7. After about 4 days the cabbage will settle down and you will have to push it down every few days or so. Leave it for a minimum of 14 days and then you can transfer to the fridge where it will last up to 6 months.
Gelatine Broth
1. Get some bones from your local butcher, the more joints and cartilage they have, the better such as chicken feet. Bone marrow is also good so ask the butcher if he/she can cut the bones up.
2. Place the bones in a stock pot and cover with water. Add some whole peppers, all spice, bay leaves and you can also add some veggies such as carrot, parsnip and or celery root. With beef, roast the bones for about 20min before putting them into the stock pot to enhance the flavour.

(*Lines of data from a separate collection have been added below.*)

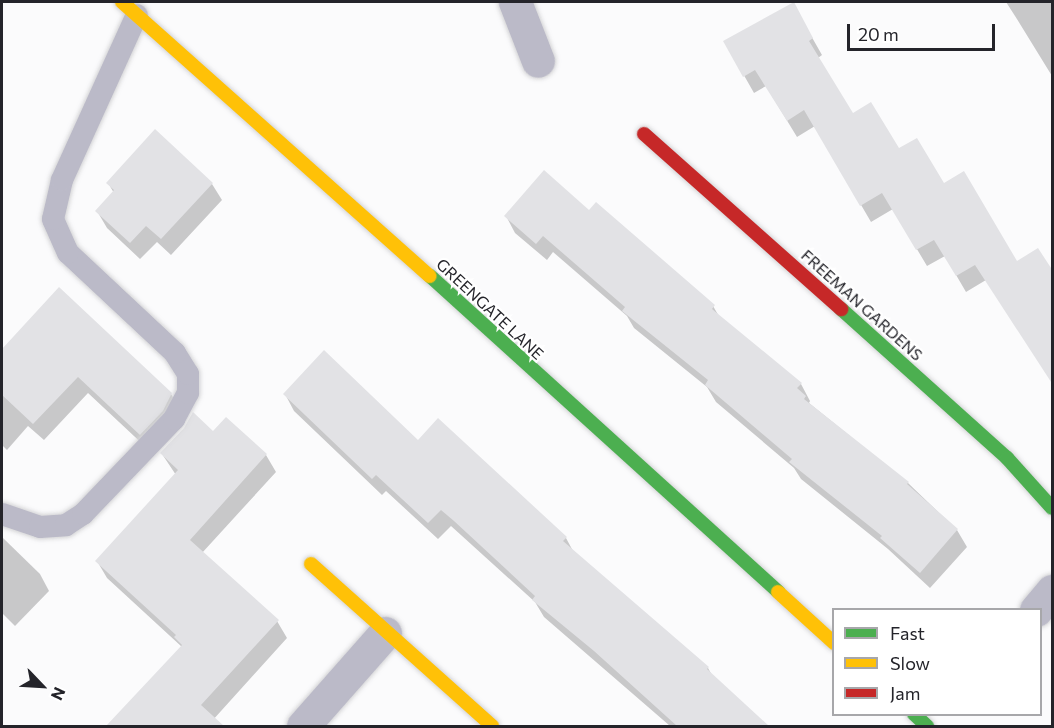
<!DOCTYPE html>
<style>
body{margin:0}
#map{position:relative;width:1054px;height:728px;overflow:hidden;background:#fbfbfc;font-family:Commissioner,sans-serif}
div>[style]{position:absolute}
.shadow>*{inset:0;background:#0003}
.building>*{inset:0;background:#e2e2e5}
.roads{filter:drop-shadow(0 0 2px #d4d4d6) drop-shadow(0 0 2px #d4d4d6)}
.lane>*{height:22px;margin:-11px;padding:0 11px;transform-origin:11px;border-radius:11px;background:#bbbac8}
.street>*{height:33px;margin:-16.5px;padding:0 16.5px;transform-origin:16.5px;border-radius:16.5px;background:#bbbac8}
.fast>*{height:14px;margin:-7px;padding:0 7px;transform-origin:7px;border-radius:7px;background:#4caf50}
.slow>*{height:14px;margin:-7px;padding:0 7px;transform-origin:7px;border-radius:7px;background:#ffc107}
.jam>*{height:14px;margin:-7px;padding:0 7px;transform-origin:7px;border-radius:7px;background:#c62828}
span{translate:-50% -50%;white-space:nowrap;text-align:center;line-height:1.15;-webkit-text-stroke:4.5px #fff;paint-order:stroke}
.street-label{font-size:16px;color:#24242a}
.frame{position:absolute;inset:0;border:3px solid #24242a;pointer-events:none}
.legend{position:absolute;left:832px;top:608px;width:210px;height:108px;box-sizing:border-box;background:#fff;border:2px solid #a7a7aa;margin:0;padding:8px 10px;list-style:none;font-size:18px;color:#24242a}
.legend li{display:flex;align-items:center;gap:12px;height:30px}
.legend b{width:30px;border:2px solid #a7a7aa}
.north{position:absolute;left:12px;top:656px;width:60px;height:60px;-webkit-text-stroke:4px #fff;paint-order:stroke;rotate:115deg;font-size:16px;font-weight:700;line-height:24px;text-align:center;color:#24242a}
.north::after{content:'';display:block;margin:auto;width:21px;height:27px;background:#24242a;clip-path:polygon(50% 0,100% 100%,50% 72%,0 100%)}
.scale{position:absolute;left:847px;top:24px;width:148px;height:27px;box-sizing:border-box;border:3px solid #24242a;border-top:0;padding-left:8px;font-size:18px;line-height:21px;white-space:nowrap;color:#24242a;-webkit-text-stroke:4px #fff;paint-order:stroke}
</style>
<div id="map">
<div class="shadow">
<i style="clip-path:polygon(1006px 2px,1052px 2px,1052px 76px,1015px 16px)"></i>
<i style="clip-path:polygon(793px 4px,822px 55px,818px 58px,853px 115px,898px 150px,986px 280px,966px 292px,945px 256px,927px 266px,893px 209px,871px 222px,815px 126px,797px 137px,766px 86px,754px 93px,725px 42px)"></i>
<i style="clip-path:polygon(108px 183px,212px 184px,222px 200px,171px 255px,157px 242px,140px 259px,107px 228px,97px 211px,114px 193px)"></i>
<i style="clip-path:polygon(590px 212px,713px 306px,720px 318px,801px 384px,810px 401px,809px 403px,908px 483px,957px 530px,967px 547px,930px 588px,888px 549px,801px 479px,794px 468px,716px 402px,707px 387px,634px 328px,627px 316px,553px 252px,547px 260px,515px 233px,506px 216px)"></i>
<i style="clip-path:polygon(59px 290px,171px 394px,181px 411px,150px 451px,88px 393px,44px 440px,28px 426px,7px 450px,2px 445px,2px 351px)"></i>
<i style="clip-path:polygon(285px 394px,418px 442px,566px 538px,573px 551px,708px 668px,713px 677px,764px 726px,670px 726px,544px 617px,535px 602px,451px 526px,438px 539px,386px 491px,382px 495px,294px 411px)"></i>
<i style="clip-path:polygon(226px 419px,266px 455px,276px 472px,202px 553px,277px 621px,287px 638px,212px 721px,215px 726px,108px 726px,182px 647px,107px 578px,97px 561px,176px 475px,162px 454px,213px 433px)"></i>
<i style="clip-path:polygon(2px 537px,40px 574px,49px 591px,15px 626px,2px 613px)"></i>
</div>
<div class="building">
<i style="clip-path:polygon(794px 2px,813px 38px,809px 41px,853px 113px,871px 102px,899px 148px,917px 138px,944px 183px,964px 171px,1017px 261px,1038px 248px,1053px 271px,1053px 385px,975px 265px,956px 276px,934px 240px,916px 250px,882px 193px,860px 206px,804px 110px,787px 121px,755px 70px,743px 77px,723px 41px)"></i>
<i style="clip-path:polygon(155px 129px,213px 183px,161px 239px,146px 226px,130px 243px,95px 211px,114px 190px,106px 183px)"></i>
<i style="clip-path:polygon(544px 170px,589px 210px,596px 202px,715px 305px,712px 309px,802px 383px,797px 388px,806px 396px,804px 399px,909px 482px,907px 484px,958px 529px,920px 573px,880px 538px,882px 536px,789px 462px,792px 459px,705px 385px,708px 380px,622px 311px,625px 307px,543px 236px,536px 244px,504px 216px)"></i>
<i style="clip-path:polygon(59px 287px,172px 393px,163px 411px,140px 435px,78px 377px,33px 424px,2px 395px,2px 349px)"></i>
<i style="clip-path:polygon(324px 350px,418px 440px,438px 418px,567px 537px,563px 541px,709px 667px,707px 669px,769px 726px,677px 726px,594px 651px,532px 600px,535px 596px,454px 521px,441px 510px,428px 523px,376px 475px,372px 479px,283px 394px)"></i>
<i style="clip-path:polygon(193px 412px,213px 431px,226px 417px,267px 454px,190px 540px,279px 620px,201px 705px,224px 726px,106px 726px,182px 645px,174px 637px,176px 635px,95px 561px,178px 470px,160px 453px,184px 428px)"></i>
</div>
<div class="roads">
<div class="lane">
<i style="left:2px;top:514px;width:40px;rotate:18.9deg"></i>
<i style="left:40px;top:527px;width:26px;rotate:-4deg"></i>
<i style="left:66px;top:525px;width:20px;rotate:-33deg"></i>
<i style="left:83px;top:514px;width:132px;rotate:-46.2deg"></i>
<i style="left:174px;top:419px;width:30px;rotate:-62deg"></i>
<i style="left:188px;top:393px;width:19px;rotate:-90deg"></i>
<i style="left:188px;top:374px;width:25px;rotate:-122deg"></i>
<i style="left:175px;top:353px;width:146px;rotate:-136.9deg"></i>
<i style="left:68px;top:253px;width:37px;rotate:-114deg"></i>
<i style="left:53px;top:219px;width:40px;rotate:-77deg"></i>
<i style="left:62px;top:180px;width:181px;rotate:-65.6deg"></i>
</div>
<div class="street">
<i style="left:515px;top:2px;width:63px;rotate:68.7deg"></i>
<i style="left:1036px;top:610px;width:25px;rotate:-50deg"></i>
<i style="left:303px;top:726px;width:124px;rotate:-48.6deg"></i>
</div>
<div class="fast">
<i style="left:430px;top:276px;width:470px;rotate:42.2deg"></i>
<i style="left:841px;top:309px;width:223px;rotate:41.9deg"></i>
<i style="left:1007px;top:458px;width:67px;rotate:48deg"></i>
<i style="left:914px;top:714px;width:18px;rotate:43deg"></i>
</div>
<div class="slow">
<i style="left:122px;top:2px;width:412px;rotate:41.7deg"></i>
<i style="left:311px;top:564px;width:243px;rotate:41.8deg"></i>
<i style="left:778px;top:592px;width:76px;rotate:42.3deg"></i>
</div>
<div class="jam">
<i style="left:644px;top:134px;width:264px;rotate:41.6deg"></i>
</div>
</div>
<div class="street-label">
<span style="left:862px;top:305px;rotate:42deg">FREEMAN GARDENS</span>
<span style="left:490px;top:309px;rotate:43deg">GREENGATE LANE</span>
</div>
<div class="frame"></div>
<ul class="legend">
<li><b style="height:8px;background:#4caf50"></b>Fast</li>
<li><b style="height:8px;background:#ffc107"></b>Slow</li>
<li><b style="height:8px;background:#c62828"></b>Jam</li>
</ul>
<div class="north">N</div>
<div class="scale">20 m</div>
</div>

3. Add a splash of vinegar (any kind) to help leach the minerals from the bones.
4. Boil then simmer. For fish simmer about 4 hours, chicken 4-8 hours, beef 10 to 24 hours. .
5. When finished you can add salt and pepper to taste and drink. Or you can put into yogurt containers and freeze for later use as a base for soup and sauces.
Bone Broth
1. Collect the bones from the gelatine broth and any roast etc and keep them in a bag in the freezer.
2. When the bag gets full, put it all in a stock pot with half a cup of vinegar (any kind) and simmer for 24 hours.
3. This broth is not as tasty (it will be more tasty the more bones from roasts that you use) as the gelatine or meat broth, but very, very nutritious and can be used as a base for soup, pulses etc.